- _What to do_
Write out only the lines from the top of the listing below through the one with "const shape = rows", exactly as they stand, while keeping pictures out of the copy.

- _The input_
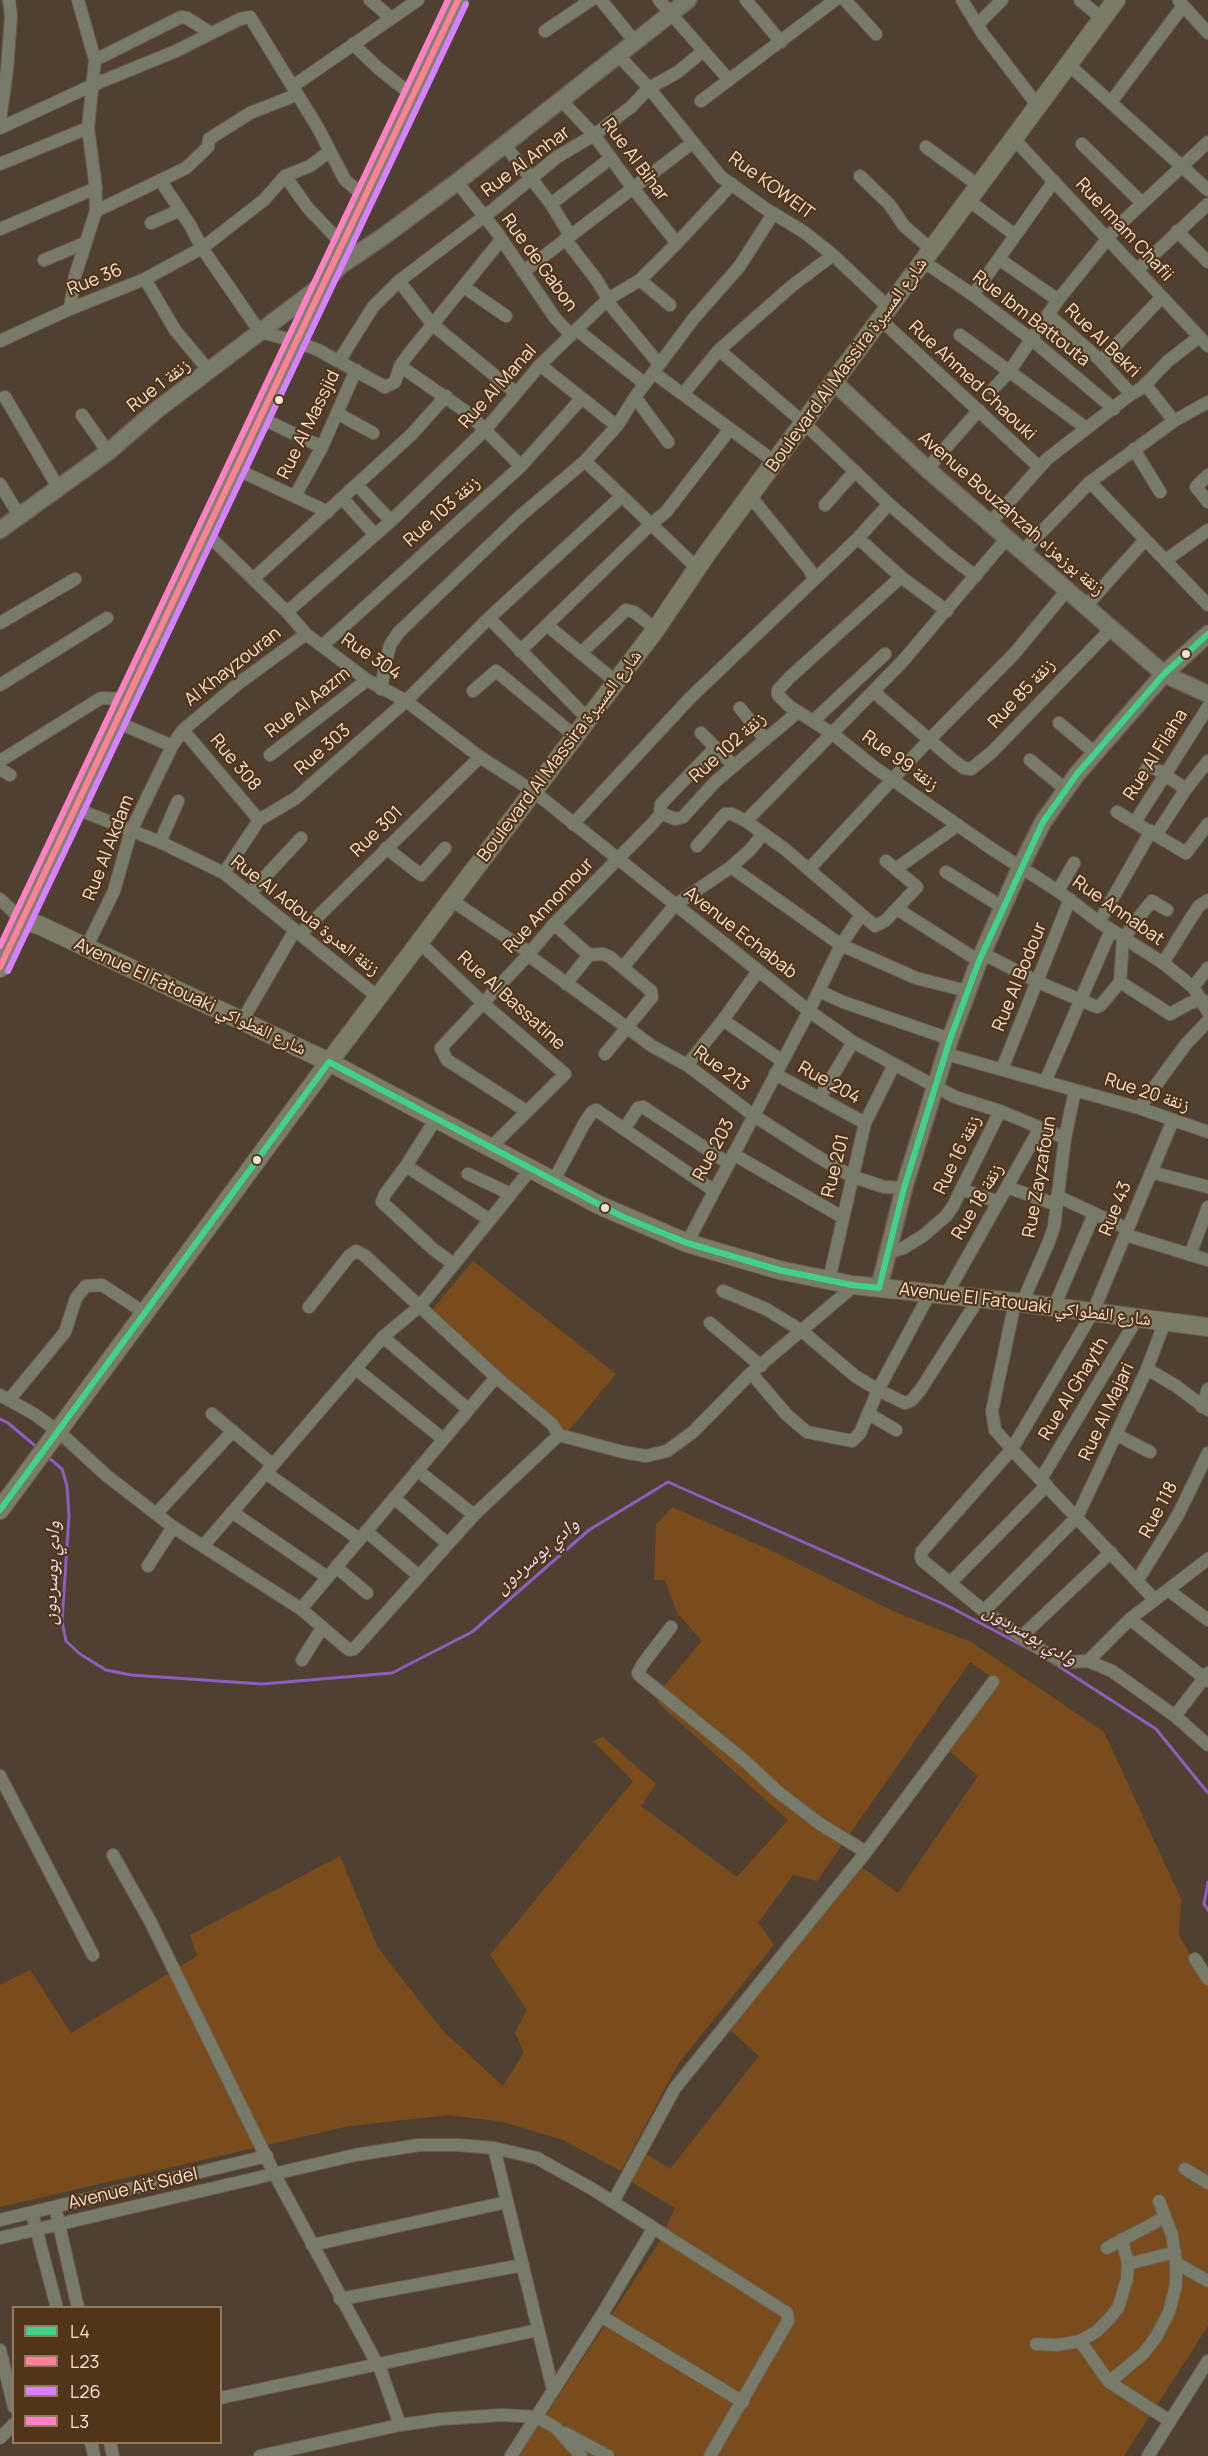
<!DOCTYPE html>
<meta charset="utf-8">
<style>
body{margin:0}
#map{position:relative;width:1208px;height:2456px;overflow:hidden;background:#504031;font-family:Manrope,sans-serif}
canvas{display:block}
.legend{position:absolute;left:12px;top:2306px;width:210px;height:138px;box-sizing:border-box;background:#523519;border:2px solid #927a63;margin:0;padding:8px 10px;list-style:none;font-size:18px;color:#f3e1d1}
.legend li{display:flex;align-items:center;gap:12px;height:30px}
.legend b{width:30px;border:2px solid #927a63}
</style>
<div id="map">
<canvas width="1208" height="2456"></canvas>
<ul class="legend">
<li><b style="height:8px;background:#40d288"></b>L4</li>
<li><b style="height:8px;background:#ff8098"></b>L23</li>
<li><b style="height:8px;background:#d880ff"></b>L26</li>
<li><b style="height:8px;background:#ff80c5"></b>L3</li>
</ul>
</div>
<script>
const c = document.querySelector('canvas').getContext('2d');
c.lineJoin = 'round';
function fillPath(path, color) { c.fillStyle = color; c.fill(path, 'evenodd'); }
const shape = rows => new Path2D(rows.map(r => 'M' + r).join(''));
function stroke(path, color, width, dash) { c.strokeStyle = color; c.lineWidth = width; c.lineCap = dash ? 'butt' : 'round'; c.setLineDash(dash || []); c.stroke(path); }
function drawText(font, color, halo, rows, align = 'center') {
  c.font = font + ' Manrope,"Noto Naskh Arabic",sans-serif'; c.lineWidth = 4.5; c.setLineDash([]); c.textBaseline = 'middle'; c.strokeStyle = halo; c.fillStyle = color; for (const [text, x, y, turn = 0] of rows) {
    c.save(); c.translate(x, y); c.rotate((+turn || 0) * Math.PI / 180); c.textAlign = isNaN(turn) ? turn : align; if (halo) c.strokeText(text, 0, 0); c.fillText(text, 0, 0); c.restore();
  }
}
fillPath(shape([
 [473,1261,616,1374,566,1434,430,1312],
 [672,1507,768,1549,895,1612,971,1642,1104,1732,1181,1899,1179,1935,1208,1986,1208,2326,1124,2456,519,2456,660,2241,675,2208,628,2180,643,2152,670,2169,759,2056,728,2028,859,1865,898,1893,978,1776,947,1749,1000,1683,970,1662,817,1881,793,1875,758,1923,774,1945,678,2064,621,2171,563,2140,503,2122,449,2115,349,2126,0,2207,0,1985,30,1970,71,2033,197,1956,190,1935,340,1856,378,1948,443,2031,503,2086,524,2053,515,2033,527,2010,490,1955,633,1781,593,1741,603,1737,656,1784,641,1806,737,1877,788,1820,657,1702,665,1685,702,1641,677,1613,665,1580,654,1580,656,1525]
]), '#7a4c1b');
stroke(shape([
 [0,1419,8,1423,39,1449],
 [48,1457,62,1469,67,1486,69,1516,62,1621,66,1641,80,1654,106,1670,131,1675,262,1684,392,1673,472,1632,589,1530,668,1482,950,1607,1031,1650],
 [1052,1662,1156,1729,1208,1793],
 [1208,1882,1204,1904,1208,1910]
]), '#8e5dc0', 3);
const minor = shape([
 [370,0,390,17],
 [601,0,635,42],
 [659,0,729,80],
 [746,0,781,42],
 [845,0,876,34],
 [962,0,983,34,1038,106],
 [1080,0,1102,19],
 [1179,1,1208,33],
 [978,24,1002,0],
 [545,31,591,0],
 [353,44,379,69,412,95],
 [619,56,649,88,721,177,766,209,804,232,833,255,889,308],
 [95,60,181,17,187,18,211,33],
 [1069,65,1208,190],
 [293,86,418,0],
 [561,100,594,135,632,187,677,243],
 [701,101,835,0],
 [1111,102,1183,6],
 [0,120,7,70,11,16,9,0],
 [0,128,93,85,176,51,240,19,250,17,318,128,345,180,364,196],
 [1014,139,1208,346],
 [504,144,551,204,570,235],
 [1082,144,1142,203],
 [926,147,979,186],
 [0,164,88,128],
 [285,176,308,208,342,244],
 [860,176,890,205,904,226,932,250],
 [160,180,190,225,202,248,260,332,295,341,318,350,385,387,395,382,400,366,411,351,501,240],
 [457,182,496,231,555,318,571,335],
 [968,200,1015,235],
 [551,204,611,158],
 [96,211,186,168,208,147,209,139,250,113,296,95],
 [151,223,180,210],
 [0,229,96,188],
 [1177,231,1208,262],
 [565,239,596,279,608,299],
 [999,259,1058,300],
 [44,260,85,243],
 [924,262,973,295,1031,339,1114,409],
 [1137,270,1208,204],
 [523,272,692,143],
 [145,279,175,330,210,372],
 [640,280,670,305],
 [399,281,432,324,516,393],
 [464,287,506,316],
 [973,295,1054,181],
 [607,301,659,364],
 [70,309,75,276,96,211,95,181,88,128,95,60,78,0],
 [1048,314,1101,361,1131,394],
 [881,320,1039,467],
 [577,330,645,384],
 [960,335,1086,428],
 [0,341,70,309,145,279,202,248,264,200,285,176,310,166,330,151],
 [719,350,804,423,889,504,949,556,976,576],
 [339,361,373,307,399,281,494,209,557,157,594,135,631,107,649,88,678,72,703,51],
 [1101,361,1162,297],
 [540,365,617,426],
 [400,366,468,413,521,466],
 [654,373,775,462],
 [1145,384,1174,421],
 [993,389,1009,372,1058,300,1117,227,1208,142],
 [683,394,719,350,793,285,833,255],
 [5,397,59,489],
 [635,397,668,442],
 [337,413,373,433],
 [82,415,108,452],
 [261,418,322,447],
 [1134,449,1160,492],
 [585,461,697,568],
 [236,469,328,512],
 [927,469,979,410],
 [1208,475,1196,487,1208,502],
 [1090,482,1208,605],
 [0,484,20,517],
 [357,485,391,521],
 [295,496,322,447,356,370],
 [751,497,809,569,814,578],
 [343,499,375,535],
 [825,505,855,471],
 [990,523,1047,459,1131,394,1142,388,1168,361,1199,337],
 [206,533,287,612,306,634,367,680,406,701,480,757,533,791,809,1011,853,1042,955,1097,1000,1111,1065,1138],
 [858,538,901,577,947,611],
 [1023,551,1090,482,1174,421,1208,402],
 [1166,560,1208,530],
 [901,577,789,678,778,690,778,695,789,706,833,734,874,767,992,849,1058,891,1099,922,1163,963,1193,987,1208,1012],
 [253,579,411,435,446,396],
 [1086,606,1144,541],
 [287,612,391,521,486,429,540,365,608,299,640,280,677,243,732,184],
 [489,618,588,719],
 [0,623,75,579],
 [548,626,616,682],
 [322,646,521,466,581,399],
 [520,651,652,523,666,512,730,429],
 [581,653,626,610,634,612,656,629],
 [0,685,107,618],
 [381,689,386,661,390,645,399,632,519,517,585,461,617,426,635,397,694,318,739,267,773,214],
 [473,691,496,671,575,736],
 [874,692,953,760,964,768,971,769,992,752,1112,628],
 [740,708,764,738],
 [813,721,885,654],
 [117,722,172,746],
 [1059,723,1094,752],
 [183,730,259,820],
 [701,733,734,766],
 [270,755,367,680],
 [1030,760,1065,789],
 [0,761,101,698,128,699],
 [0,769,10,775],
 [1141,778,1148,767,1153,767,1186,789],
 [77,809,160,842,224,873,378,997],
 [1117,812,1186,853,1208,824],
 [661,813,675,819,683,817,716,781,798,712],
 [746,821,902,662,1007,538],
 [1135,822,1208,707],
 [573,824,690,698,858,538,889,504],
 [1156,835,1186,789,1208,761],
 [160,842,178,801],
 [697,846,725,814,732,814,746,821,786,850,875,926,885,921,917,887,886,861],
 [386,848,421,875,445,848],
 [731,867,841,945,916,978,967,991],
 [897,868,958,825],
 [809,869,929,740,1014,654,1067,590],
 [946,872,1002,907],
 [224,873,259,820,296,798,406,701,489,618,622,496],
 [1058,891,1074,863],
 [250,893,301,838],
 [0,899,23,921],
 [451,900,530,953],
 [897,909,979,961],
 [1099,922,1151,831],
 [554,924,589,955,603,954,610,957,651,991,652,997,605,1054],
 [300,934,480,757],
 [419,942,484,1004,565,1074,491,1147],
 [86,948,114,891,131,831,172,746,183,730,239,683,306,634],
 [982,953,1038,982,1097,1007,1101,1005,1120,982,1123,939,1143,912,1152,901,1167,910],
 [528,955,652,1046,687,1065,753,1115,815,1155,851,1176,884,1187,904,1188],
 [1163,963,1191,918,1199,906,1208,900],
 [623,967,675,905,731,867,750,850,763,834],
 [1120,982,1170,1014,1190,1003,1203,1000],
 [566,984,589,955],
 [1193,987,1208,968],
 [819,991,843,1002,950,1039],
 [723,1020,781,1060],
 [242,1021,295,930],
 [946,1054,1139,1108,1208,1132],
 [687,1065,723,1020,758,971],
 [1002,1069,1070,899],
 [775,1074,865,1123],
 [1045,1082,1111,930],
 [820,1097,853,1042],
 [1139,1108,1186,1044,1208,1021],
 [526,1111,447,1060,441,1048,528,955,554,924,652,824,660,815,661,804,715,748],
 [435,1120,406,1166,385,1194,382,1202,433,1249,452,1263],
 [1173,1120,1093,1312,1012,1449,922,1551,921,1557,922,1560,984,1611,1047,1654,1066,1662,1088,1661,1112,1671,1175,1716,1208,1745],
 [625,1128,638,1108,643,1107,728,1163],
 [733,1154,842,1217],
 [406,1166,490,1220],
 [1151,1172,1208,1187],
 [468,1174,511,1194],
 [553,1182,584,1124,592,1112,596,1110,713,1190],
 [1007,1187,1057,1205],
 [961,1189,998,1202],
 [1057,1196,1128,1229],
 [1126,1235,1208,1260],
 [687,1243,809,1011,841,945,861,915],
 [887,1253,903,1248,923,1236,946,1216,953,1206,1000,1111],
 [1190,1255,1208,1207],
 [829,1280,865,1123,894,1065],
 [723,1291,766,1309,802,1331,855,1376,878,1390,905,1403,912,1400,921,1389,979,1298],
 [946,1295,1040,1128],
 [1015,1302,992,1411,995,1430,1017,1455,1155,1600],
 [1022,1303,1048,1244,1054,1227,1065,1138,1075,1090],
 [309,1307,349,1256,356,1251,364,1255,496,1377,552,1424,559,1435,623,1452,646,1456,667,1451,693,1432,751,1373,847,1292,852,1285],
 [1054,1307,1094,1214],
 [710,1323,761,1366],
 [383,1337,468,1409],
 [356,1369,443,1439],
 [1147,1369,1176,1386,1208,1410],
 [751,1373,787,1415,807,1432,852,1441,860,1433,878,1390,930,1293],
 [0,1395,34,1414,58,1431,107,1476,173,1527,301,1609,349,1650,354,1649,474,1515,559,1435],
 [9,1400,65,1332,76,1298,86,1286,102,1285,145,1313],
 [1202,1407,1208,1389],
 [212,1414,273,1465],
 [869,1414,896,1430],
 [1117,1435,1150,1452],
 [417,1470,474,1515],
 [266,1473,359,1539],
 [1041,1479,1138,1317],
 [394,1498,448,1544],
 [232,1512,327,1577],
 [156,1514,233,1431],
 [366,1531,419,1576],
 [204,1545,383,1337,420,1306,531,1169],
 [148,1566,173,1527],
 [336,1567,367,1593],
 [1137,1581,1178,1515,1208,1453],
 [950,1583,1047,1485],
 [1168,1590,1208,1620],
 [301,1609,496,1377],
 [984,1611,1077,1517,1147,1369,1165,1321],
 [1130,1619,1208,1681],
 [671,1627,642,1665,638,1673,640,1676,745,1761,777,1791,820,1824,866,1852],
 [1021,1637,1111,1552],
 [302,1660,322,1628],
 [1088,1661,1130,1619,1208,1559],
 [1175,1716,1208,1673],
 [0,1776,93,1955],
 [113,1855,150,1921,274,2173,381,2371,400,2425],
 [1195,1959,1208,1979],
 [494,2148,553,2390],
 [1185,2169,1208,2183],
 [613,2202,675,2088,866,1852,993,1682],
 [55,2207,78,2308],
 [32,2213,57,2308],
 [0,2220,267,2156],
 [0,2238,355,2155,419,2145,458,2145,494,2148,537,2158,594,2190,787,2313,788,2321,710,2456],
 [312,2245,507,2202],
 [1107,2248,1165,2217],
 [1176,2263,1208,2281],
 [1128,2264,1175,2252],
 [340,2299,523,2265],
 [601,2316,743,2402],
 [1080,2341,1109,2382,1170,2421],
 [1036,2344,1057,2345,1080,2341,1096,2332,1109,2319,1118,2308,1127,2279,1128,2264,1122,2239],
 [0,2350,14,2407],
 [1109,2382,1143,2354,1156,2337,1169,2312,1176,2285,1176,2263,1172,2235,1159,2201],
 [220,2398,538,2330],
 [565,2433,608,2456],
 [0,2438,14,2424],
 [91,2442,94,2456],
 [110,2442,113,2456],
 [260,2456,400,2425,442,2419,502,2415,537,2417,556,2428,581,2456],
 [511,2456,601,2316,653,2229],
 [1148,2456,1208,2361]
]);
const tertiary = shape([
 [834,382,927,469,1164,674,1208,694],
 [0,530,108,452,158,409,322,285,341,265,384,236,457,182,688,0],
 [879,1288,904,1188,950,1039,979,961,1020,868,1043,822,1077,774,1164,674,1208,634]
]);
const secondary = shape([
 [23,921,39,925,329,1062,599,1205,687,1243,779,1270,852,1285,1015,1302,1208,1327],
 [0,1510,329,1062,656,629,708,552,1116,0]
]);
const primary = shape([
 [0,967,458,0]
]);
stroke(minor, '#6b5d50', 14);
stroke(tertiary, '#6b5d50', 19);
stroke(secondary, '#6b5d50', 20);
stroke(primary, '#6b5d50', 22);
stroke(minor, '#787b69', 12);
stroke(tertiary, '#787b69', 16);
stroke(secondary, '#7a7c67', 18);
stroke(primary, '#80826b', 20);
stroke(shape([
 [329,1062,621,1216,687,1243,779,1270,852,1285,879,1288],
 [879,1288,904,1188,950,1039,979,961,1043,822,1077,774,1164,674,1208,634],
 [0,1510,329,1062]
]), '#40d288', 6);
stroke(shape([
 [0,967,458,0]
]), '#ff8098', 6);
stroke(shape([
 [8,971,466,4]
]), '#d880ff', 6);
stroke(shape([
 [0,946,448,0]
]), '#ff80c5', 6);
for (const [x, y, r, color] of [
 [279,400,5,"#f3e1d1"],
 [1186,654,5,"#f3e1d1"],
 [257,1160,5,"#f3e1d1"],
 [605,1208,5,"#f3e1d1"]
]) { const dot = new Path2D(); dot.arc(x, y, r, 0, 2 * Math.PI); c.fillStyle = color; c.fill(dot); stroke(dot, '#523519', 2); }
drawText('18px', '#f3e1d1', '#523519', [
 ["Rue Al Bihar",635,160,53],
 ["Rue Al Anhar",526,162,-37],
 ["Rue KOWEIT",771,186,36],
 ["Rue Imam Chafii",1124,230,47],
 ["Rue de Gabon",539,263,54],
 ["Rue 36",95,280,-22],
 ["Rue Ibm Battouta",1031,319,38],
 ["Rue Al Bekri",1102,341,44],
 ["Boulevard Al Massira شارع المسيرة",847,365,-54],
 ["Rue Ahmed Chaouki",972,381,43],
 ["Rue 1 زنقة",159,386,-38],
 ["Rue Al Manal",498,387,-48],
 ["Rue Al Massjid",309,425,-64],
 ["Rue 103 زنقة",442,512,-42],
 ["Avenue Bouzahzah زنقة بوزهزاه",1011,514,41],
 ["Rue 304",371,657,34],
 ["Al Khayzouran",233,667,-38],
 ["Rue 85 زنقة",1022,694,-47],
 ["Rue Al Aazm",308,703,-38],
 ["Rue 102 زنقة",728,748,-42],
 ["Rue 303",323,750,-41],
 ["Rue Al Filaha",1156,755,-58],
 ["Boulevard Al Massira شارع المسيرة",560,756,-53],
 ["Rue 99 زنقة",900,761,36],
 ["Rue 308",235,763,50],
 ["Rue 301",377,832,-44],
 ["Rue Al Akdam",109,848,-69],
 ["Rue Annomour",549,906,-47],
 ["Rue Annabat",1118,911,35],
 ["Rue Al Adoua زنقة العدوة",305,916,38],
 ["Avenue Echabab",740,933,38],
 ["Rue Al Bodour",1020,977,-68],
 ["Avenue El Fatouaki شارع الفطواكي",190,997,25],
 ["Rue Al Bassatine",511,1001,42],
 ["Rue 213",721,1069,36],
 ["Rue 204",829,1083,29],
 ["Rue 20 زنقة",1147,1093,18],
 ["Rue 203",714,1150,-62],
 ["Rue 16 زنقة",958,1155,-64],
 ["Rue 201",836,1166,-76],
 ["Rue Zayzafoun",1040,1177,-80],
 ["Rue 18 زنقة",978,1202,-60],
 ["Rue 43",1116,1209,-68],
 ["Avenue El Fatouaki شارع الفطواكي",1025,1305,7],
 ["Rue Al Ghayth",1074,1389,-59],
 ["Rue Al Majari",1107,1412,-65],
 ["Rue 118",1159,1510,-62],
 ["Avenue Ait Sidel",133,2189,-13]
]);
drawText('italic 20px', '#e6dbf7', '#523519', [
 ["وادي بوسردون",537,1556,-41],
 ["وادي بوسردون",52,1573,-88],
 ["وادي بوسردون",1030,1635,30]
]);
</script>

- _Your solution_
<!DOCTYPE html>
<meta charset="utf-8">
<style>
body{margin:0}
#map{position:relative;width:1208px;height:2456px;overflow:hidden;background:#504031;font-family:Manrope,sans-serif}
canvas{display:block}
.legend{position:absolute;left:12px;top:2306px;width:210px;height:138px;box-sizing:border-box;background:#523519;border:2px solid #927a63;margin:0;padding:8px 10px;list-style:none;font-size:18px;color:#f3e1d1}
.legend li{display:flex;align-items:center;gap:12px;height:30px}
.legend b{width:30px;border:2px solid #927a63}
</style>
<div id="map">
<canvas width="1208" height="2456"></canvas>
<ul class="legend">
<li><b style="height:8px;background:#40d288"></b>L4</li>
<li><b style="height:8px;background:#ff8098"></b>L23</li>
<li><b style="height:8px;background:#d880ff"></b>L26</li>
<li><b style="height:8px;background:#ff80c5"></b>L3</li>
</ul>
</div>
<script>
const c = document.querySelector('canvas').getContext('2d');
c.lineJoin = 'round';
function fillPath(path, color) { c.fillStyle = color; c.fill(path, 'evenodd'); }
const shape = rows => new Path2D(rows.map(r => 'M' + r).join(''));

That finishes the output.